Re: Re: [COMMITTERS] pgsql: Avoid extra locks in GetSnapshotData if old_snapshot_threshold < - Mailing list pgsql-hackers

From Andres Freund
Subject Re: Re: [COMMITTERS] pgsql: Avoid extra locks in GetSnapshotData if old_snapshot_threshold <
Date
Msg-id 20160413173544.wccprqbilckmoacb@alap3.anarazel.de
Whole thread Raw
In response to Re: Re: [COMMITTERS] pgsql: Avoid extra locks in GetSnapshotData if old_snapshot_threshold <  (Robert Haas <robertmhaas@gmail.com>)
List pgsql-hackers
On 2016-04-13 13:25:14 -0400, Robert Haas wrote:
> > With -c old_snapshot_threshold=0:
> >
> > latency average = 0.218 ms
> > latency stddev = 0.154 ms
> > tps = 584666.289753 (including connections establishing)
> > tps = 584867.785569 (excluding connections establishing)
> >
> >
> > With -c old_snapshot_threshold=10:
> >
> > latency average = 1.112 ms
> > latency stddev = 1.246 ms
> > tps = 114883.528964 (including connections establishing)
> > tps = 114905.555943 (excluding connections establishing)
> >
> >
> > With 848ef42bb8c7909c9d7baa38178d4a209906e7c1 (and followups) reverted:
> > latency average = 0.210 ms
> > latency stddev = 0.050 ms
> > tps = 607734.407158 (including connections establishing)
> > tps = 607918.118566 (excluding connections establishing)
>
> Yuck.  Aside from the fact that performance tanks when the feature is
> turned on

A quick look at the former shows that it's primarily contention around
the new OldSnapshotTimeMapLock not, on that hardware in that workload,
the spinlock.

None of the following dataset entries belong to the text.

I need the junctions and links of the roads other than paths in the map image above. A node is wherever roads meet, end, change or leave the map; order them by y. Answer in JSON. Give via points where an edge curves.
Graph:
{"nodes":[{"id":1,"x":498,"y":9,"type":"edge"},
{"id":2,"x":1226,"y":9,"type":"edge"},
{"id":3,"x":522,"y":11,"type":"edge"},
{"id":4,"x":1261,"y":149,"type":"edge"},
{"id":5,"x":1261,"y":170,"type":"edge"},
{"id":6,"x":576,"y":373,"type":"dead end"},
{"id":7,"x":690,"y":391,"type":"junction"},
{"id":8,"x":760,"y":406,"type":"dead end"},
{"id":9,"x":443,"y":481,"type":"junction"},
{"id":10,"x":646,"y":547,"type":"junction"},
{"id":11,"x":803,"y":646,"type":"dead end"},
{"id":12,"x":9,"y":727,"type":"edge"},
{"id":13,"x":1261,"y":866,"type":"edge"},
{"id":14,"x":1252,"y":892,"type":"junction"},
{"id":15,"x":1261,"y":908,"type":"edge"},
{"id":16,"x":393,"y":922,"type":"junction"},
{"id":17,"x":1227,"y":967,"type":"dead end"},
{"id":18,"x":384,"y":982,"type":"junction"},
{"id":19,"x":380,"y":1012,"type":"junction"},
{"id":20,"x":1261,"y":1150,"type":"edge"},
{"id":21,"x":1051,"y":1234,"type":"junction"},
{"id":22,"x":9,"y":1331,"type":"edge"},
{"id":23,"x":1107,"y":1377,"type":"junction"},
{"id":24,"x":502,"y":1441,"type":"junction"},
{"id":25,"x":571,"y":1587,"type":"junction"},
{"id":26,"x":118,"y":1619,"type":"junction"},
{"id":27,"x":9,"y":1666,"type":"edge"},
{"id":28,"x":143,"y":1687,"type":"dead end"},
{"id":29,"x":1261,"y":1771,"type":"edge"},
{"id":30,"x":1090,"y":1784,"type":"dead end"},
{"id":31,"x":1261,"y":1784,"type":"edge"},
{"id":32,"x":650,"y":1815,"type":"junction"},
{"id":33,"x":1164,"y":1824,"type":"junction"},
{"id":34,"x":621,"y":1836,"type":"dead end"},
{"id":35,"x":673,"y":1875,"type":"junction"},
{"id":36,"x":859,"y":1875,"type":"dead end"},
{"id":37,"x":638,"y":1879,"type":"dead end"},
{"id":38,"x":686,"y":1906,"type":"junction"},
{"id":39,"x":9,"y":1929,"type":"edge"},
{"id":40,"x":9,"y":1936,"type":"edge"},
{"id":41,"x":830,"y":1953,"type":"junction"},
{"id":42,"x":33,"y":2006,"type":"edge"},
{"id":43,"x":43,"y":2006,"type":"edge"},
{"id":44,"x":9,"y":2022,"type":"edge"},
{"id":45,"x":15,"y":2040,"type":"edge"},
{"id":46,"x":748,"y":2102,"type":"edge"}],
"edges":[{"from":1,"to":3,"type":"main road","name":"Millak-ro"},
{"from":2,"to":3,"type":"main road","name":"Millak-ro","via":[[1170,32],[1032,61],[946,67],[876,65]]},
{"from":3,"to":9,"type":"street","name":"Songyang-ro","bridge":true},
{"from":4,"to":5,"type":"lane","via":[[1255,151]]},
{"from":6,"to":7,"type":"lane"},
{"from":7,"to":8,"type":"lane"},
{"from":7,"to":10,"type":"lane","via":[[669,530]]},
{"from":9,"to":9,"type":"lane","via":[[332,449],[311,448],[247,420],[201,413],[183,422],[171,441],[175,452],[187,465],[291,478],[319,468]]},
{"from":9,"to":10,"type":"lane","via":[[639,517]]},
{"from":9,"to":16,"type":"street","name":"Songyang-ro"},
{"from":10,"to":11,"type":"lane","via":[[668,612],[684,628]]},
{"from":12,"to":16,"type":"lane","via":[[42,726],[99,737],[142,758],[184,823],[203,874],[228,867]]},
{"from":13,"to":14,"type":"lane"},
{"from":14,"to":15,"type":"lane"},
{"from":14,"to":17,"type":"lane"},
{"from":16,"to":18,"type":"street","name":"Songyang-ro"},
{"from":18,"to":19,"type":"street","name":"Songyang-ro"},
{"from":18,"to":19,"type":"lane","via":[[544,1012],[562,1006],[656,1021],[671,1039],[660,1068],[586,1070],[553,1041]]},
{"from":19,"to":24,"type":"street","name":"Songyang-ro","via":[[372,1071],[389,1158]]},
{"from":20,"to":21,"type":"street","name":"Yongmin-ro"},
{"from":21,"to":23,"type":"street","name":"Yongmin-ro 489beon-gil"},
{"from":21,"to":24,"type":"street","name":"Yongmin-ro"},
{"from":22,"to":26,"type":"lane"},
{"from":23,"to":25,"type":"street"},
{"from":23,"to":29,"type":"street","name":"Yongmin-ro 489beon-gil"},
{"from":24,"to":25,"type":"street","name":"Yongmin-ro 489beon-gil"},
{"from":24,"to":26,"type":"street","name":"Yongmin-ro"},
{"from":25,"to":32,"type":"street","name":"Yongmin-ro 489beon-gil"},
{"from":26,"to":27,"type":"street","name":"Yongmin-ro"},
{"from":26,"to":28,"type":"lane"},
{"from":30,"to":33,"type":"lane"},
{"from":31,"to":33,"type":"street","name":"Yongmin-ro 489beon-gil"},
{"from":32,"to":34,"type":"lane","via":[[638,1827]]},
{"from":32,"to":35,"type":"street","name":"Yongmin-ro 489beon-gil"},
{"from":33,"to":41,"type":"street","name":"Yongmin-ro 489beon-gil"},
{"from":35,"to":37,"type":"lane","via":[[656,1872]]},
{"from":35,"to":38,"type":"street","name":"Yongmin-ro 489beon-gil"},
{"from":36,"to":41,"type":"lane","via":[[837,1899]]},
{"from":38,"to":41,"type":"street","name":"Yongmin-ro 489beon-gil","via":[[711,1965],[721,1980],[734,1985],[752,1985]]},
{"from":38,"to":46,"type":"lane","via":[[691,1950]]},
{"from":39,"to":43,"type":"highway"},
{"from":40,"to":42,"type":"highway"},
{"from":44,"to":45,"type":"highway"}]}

Which isn't that surprising because it adds an exclusive
lock to a path which doesn't contain any other exclusive locks these
days...

I have to say, I'm *highly* doubtful that it's ok to add an exclusive
lock in a readonly workload to such an hot path, without any clear path
forward how to fix that scalability issue. This doesn't apear to be
requiring just a bit of elbow grease, but a fair bit more.


> it seems that there is a significant effect even with it turned off.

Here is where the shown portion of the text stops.